#### What you need to do:
Lines in the listing below that include the word "graph" need to be copied.

** Opening Available records block **

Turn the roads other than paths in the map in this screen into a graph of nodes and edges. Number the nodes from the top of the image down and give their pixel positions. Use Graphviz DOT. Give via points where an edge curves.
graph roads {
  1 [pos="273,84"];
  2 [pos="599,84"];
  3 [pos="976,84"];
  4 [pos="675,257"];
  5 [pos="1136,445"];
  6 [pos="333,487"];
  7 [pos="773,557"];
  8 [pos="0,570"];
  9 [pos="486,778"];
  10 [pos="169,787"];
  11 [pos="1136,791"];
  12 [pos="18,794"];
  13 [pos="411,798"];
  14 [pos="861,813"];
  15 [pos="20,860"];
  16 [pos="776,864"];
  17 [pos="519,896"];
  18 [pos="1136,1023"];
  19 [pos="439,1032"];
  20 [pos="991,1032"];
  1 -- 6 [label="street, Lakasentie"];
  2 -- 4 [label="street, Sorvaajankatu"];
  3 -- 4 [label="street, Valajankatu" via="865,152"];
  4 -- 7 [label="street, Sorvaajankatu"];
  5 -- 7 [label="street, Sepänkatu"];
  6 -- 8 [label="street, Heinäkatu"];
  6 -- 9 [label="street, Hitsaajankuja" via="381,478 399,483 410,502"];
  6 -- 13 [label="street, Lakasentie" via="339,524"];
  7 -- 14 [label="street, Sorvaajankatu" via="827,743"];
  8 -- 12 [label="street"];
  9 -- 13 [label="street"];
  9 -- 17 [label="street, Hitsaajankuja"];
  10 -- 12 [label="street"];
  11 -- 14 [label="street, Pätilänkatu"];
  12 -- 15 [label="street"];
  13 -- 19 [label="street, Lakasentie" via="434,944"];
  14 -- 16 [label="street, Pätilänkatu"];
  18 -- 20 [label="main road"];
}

** Closing Available records block **

#### The answer:
Turn the roads other than paths in the map in this screen into a graph of nodes and edges. Number the nodes from the top of the image down and give their pixel positions. Use Graphviz DOT. Give via points where an edge curves.
graph roads {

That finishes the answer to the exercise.